Гена после паузы осторожно сказал:
– Илья, а ты не думаешь, что…
– Что?
– Не думаешь, что твой отец жив и…
– Нет.
– Почему? Он ведь пропал без вести, – робко проговорил Гена.
– Бред.
– А кто еще…
– Замолчи, – внутри поднялось какое-то дикое чувство, мне захотелось ударить Гену.
А он сказал:
– Пойдем фугу сочинять, – и вышел из кухни. Вот так вот просто. Я постоял немного, успокаиваясь, а потом тоже пришел в его комнату. Гена уже сидел на табурете за пианино. На полочке он разложил свои рукописные ноты.
– А ты уже сочинил тему?
– Нет.
– Когда будешь?
– Не знаю.
– Я сочинил. Ну, помнишь, я играл тебе? Правда, ты не слушал.
Я посмотрел на сгорбившуюся у пианино полноватую фигуру Гены и мне стало его жалко. Я взял стул и подставил рядом.

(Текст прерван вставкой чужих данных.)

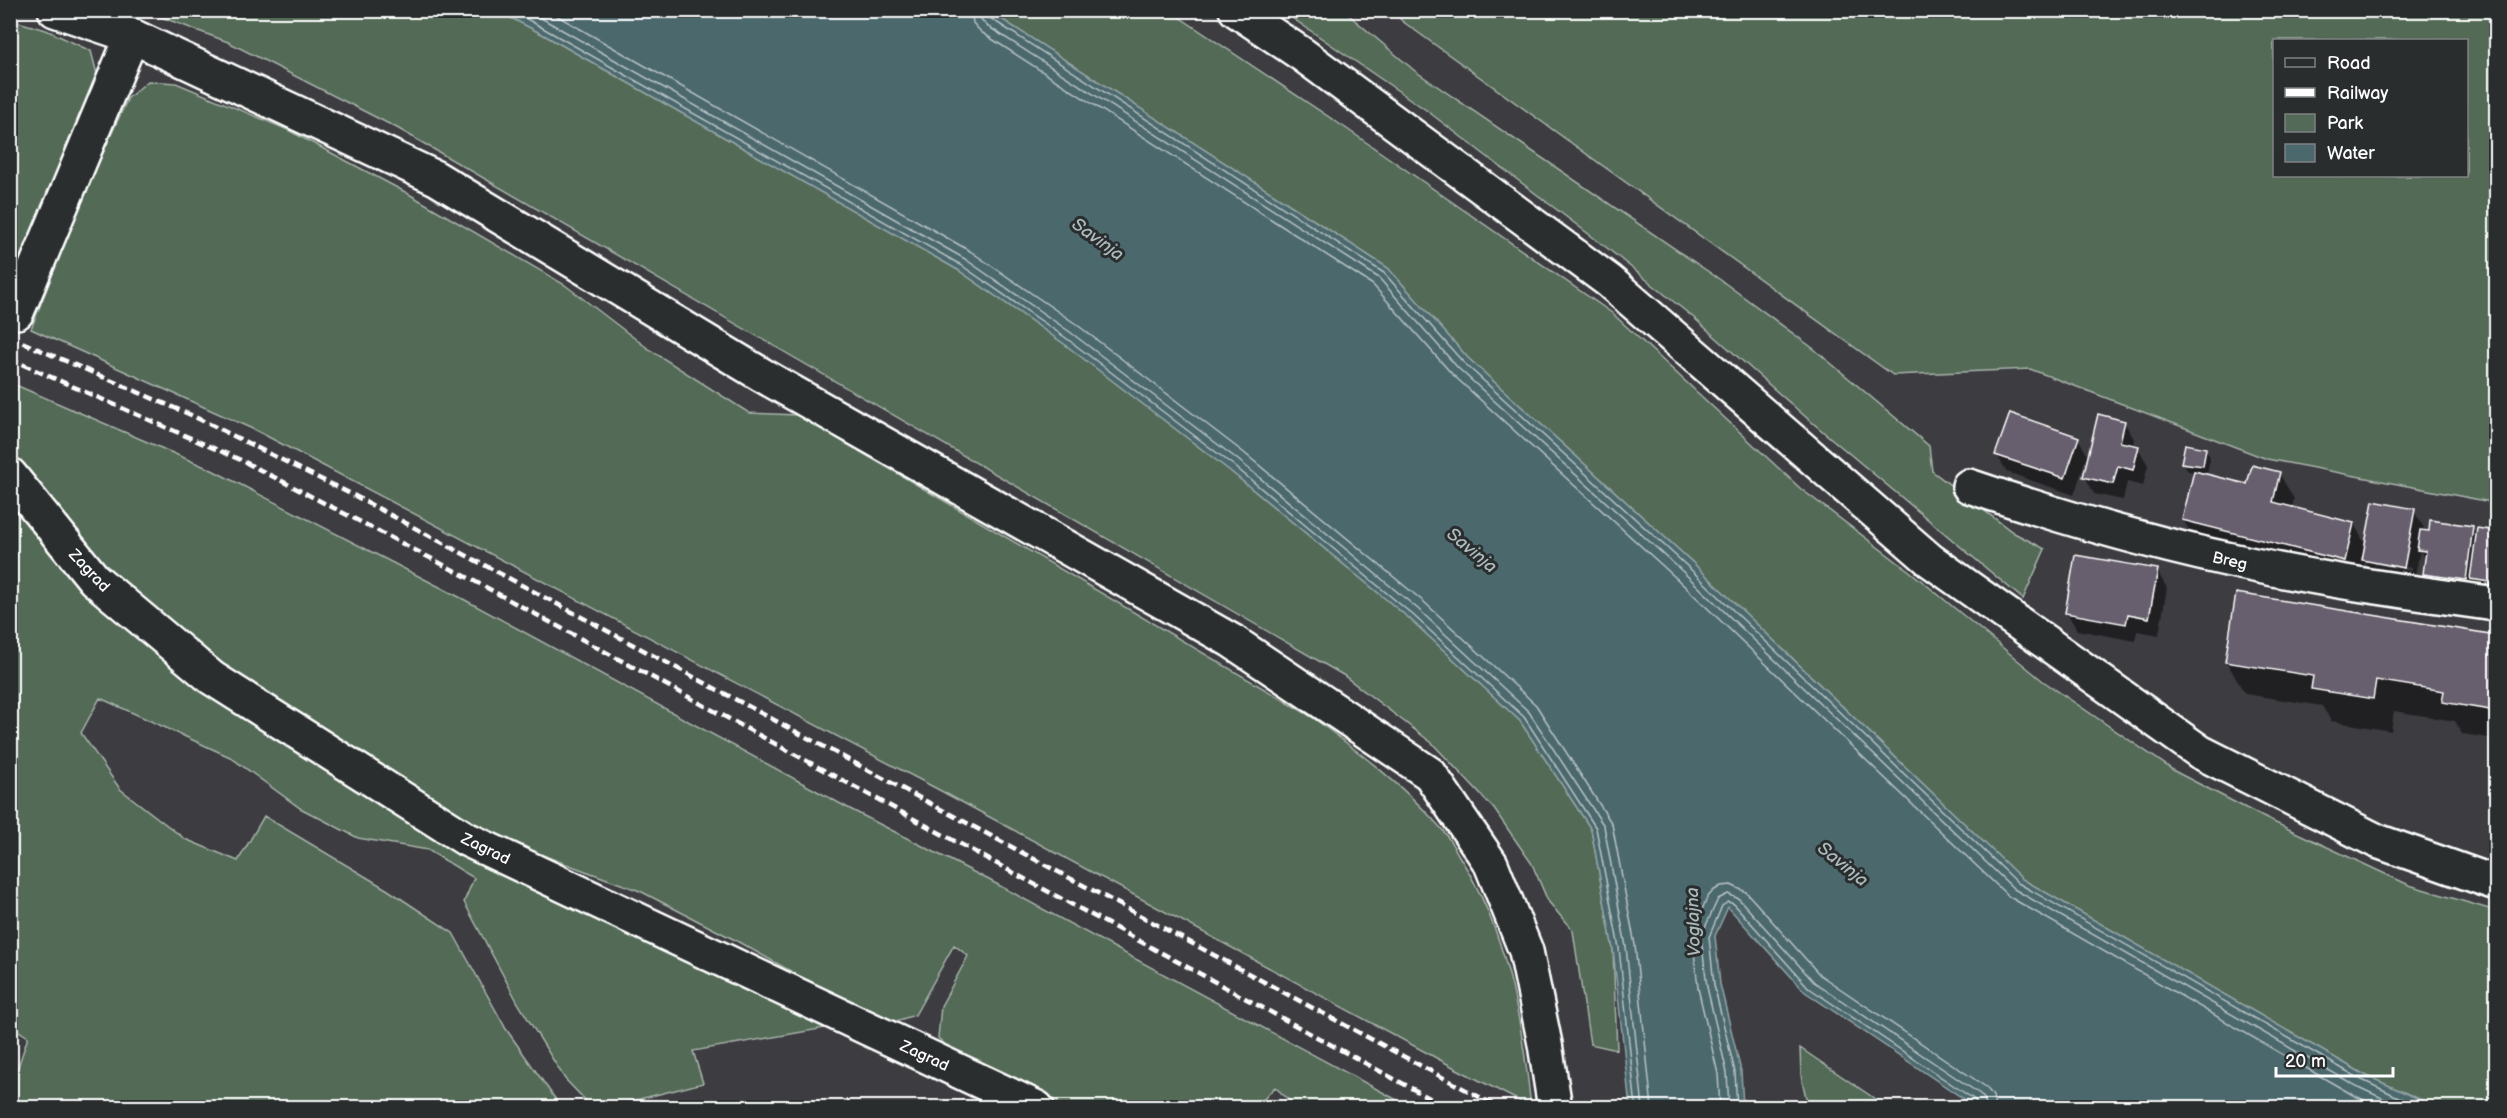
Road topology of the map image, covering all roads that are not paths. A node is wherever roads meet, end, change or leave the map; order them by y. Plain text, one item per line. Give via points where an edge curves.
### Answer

– Давай посмотрим. Сыграй, – сказал я, и Гена сразу оживился. Начал наигрывать, сопровождая свою игру сосредоточенным пыхтением. Он закончил и сказал, глядя в ноты:
– Последний звук темы не гармонирует с начальным звуком в следующем голосе.

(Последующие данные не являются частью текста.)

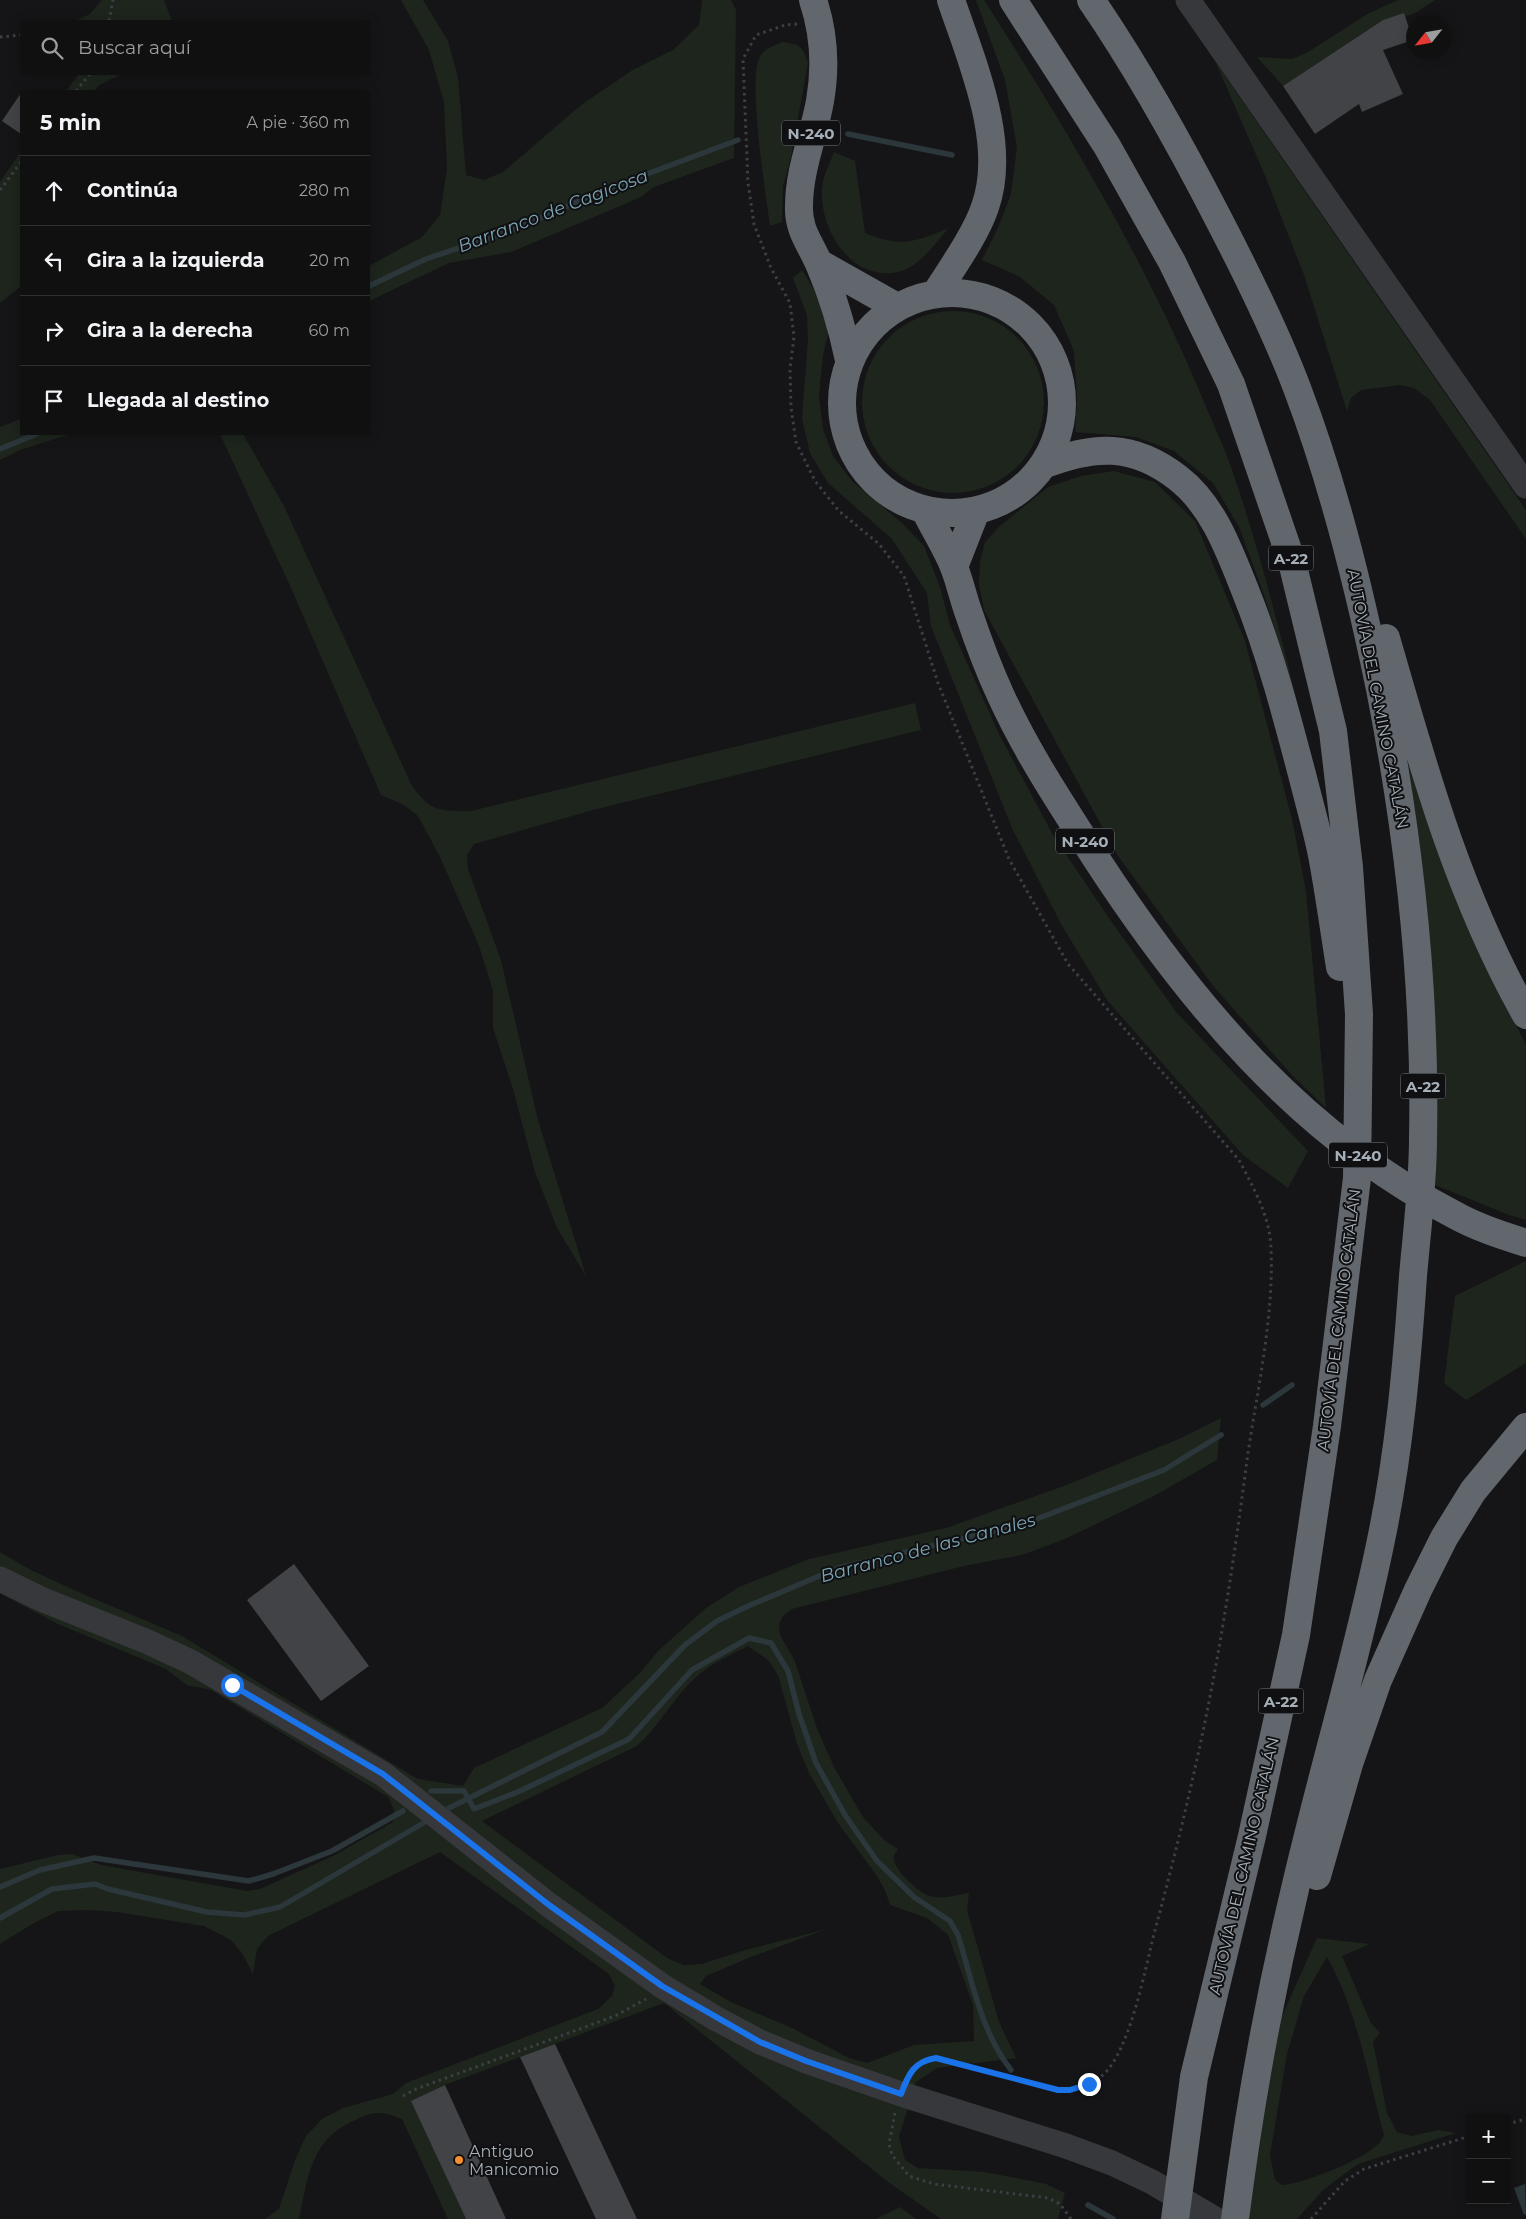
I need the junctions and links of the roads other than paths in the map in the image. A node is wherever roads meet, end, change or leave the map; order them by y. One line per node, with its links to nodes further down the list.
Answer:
1 (951, 0): 7 (highway)
2 (1013, 0): 17 (highway, AUTOVÍA DEL CAMINO CATALÁN / A-22)
3 (1091, 0): 10 (highway, AUTOVÍA DEL CAMINO CATALÁN / A-22)
4 (1188, 0): 12 (street)
5 (815, 11): 6 (highway, N-240)
6 (819, 263): 8 (highway); 9 (highway, N-240)
7 (936, 292): 8 (highway, N-240); 11 (highway, N-240)
8 (897, 308): 9 (highway, N-240)
9 (849, 360): 13 (highway, N-240)
10 (1296, 387): 16 (highway); 23 (highway, AUTOVÍA DEL CAMINO CATALÁN / A-22)
11 (1044, 465): 14 (highway, N-240); 17 (highway)
12 (1526, 486)
13 (925, 510): 14 (highway, N-240); 15 (highway, N-240)
14 (976, 511): 15 (highway)
15 (954, 567): 18 (highway, N-240)
16 (1526, 1015)
17 (1357, 1178): 21 (highway, AUTOVÍA DEL CAMINO CATALÁN / A-22)
18 (1526, 1243)
19 (1526, 1427): 24 (highway)
20 (0, 1579): 22 (street)
21 (1175, 2219)
22 (1215, 2219)
23 (1234, 2219)
24 (1242, 2219)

– Закончи тему на доминанте.
– Точно, – Гена встал из-за пианино, прошел к своему столу, покопался между кучами наваленных тетрадок и учебников, вернулся со стирательной резинкой и карандашом. Стер ноту фа, написал соль. – А ты почему тянешь? Время пролетит, не успеешь сочинить, – нудно заметил Гена. Иногда его рассуждения напоминали таковые заботливой мамаши. Наверное, сказывается то, что Гена вырос без отца. Правда, я, получается, тоже…
– Хочу сочинить особую тему. Только мою.
– А учитель говорил, что хорошо бы написать несколько, а потом выбрать.
– Это не для меня. Я найду единственную.
– Как настоящую любовь?
Это тоже удивляло в Гене: иногда он выражался так, словно пересмотрел женских сериалов.
– Да, наверное.
– Хочешь, чтобы она была похожа на тебя?
– Кто?
– Тема фуги.
– Наверное. Не знаю. Что-то вроде этого, да.
– А я вот не продвинулся дальше риспосты. Пытаюсь написать интермедию, но ничего не выходит, – он стал наигрывать интермедию. – Как думаешь, в жизни есть полифония? Ну, то есть, я хочу сказать, что вот мы изучаем, изучаем, а пригодится это? Может, мы должны что-то такое важное понять благодаря полифонии?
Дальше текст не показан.